Evangelical Promise Keepers seek converts in Nunavut
GREG YOUNGER-LEWIS
A southern-based evangelical group, known to fill hockey stadiums for mass spiritual gatherings across the continent, converged on Arviat last week to teach Inuit men about how to be better fathers and husbands.
Two ministers from Promise Keepers Canada joined Rankin Inlet North MLA Tagak Curley, and long-time preacher David Aglukark, for a weekend conference mainly devoted to teaching males “how to be a man,” organizers said.
The organization defines a man, in part, as someone who puts his family’s needs before his own. During meetings and on their web site, they also preach against gambling, non-marital sex, masturbation and homosexuality.
The Arviat meeting, which promotional material described as being about “men of sexual purity and holiness,” marked the first time the increasingly popular organization has ventured into Nunavut, where evangelical Christian conferences are growing in size and number.

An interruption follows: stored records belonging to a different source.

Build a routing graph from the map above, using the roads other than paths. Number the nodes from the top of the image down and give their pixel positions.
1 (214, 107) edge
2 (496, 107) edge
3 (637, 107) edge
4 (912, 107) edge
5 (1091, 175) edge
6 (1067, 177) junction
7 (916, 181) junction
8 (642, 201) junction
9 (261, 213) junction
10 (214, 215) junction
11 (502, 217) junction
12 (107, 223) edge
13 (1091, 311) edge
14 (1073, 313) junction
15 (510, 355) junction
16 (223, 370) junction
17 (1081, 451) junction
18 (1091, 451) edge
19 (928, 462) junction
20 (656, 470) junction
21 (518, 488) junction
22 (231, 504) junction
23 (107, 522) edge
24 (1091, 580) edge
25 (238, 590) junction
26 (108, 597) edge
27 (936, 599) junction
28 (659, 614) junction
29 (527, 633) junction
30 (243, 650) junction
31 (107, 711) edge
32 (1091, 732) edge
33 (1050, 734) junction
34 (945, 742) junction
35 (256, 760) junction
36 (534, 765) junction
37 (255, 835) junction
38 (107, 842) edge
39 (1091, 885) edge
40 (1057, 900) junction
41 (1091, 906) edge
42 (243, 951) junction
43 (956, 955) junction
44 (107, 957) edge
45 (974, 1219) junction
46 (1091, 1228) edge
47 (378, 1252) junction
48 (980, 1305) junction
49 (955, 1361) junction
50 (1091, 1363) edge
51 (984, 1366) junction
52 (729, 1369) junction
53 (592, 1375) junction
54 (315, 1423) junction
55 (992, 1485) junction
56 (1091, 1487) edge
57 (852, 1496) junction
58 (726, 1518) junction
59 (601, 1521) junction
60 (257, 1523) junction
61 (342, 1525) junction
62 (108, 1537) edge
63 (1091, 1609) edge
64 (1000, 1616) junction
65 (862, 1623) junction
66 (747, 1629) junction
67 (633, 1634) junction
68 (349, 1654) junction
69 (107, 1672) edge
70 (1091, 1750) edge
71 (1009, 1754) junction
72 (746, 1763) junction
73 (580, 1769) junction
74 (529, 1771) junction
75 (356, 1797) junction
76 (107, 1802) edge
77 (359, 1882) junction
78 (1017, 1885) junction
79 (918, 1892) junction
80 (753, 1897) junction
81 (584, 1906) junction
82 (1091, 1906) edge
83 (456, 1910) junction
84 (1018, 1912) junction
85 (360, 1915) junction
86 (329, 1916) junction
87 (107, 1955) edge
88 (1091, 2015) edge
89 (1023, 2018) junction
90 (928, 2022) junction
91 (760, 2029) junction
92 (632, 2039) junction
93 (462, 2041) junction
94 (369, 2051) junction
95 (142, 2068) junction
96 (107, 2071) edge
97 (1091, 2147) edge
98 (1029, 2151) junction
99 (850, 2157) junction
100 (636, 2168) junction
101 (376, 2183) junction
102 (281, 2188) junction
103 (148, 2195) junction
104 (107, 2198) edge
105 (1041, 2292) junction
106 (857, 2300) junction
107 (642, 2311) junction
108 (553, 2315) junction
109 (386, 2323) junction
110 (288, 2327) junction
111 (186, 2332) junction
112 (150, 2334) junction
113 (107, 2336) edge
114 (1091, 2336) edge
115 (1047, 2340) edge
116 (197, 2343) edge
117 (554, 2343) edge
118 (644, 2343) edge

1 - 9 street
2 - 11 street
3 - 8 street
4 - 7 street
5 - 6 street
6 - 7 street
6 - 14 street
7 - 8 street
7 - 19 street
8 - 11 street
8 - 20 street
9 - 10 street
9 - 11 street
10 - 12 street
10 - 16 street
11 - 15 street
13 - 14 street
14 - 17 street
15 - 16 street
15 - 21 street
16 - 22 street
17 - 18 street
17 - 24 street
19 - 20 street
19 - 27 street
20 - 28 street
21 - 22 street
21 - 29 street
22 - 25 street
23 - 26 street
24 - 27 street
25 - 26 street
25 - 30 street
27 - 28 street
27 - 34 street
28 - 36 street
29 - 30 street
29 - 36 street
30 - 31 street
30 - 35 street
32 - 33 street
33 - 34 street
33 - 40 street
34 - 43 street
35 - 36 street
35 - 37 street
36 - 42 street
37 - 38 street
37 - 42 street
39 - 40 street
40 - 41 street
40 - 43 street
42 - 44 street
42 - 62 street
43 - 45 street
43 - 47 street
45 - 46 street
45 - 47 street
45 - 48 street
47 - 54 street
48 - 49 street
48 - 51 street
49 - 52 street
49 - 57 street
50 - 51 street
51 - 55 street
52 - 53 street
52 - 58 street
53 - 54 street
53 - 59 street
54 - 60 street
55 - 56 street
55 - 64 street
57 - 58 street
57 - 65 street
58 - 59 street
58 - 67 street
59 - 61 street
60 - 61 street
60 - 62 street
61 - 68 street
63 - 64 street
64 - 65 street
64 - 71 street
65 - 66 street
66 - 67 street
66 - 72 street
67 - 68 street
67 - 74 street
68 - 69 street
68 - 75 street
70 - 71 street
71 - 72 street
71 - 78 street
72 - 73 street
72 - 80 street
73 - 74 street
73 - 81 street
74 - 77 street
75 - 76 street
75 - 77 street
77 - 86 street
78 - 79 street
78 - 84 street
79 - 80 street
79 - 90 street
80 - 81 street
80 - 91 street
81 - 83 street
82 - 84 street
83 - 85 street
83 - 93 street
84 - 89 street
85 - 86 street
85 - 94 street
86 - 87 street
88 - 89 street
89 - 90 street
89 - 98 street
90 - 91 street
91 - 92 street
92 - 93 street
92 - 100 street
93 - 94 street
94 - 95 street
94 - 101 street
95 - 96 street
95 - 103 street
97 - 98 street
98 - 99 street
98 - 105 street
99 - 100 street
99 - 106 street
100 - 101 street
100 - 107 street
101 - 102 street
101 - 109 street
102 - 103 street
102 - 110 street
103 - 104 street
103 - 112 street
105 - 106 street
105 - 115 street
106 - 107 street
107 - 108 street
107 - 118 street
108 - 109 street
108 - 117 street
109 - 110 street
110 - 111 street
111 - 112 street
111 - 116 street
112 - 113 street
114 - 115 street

Promise Keepers, a Christian men’s ministry started by a football coach in Colorado, gained national and international attention after it formed in 1990. In the United States, thousands of men meet in sports arenas every year to hear preachers tell them how they should live.
Over 200 Inuit men, women and children from around the Kivalliq region came to the Aug. 27-29 conference at the Glad Tidings church in Arviat. People from communities including Baker Lake, Rankin Inlet, Coral Harbour, and Whale Cove attended seminars on Biblical teachings about sex, sexuality and marriage.
During the evening sermons, where women and children were allowed to join the men, several people stood in front of the crowd and told stories about how their fathers abandoned them, or how they had failed as fathers.
Ian Nairn, a staff minister for Promise Keepers Canada, said in a phone interview from Winnipeg that the conference is aimed to inspire local men to re-commit themselves to their families.
Nairn said men were encouraged to publicly announce their devotion to their wives and children, in order to heal what he described as “deep, deep wounds.”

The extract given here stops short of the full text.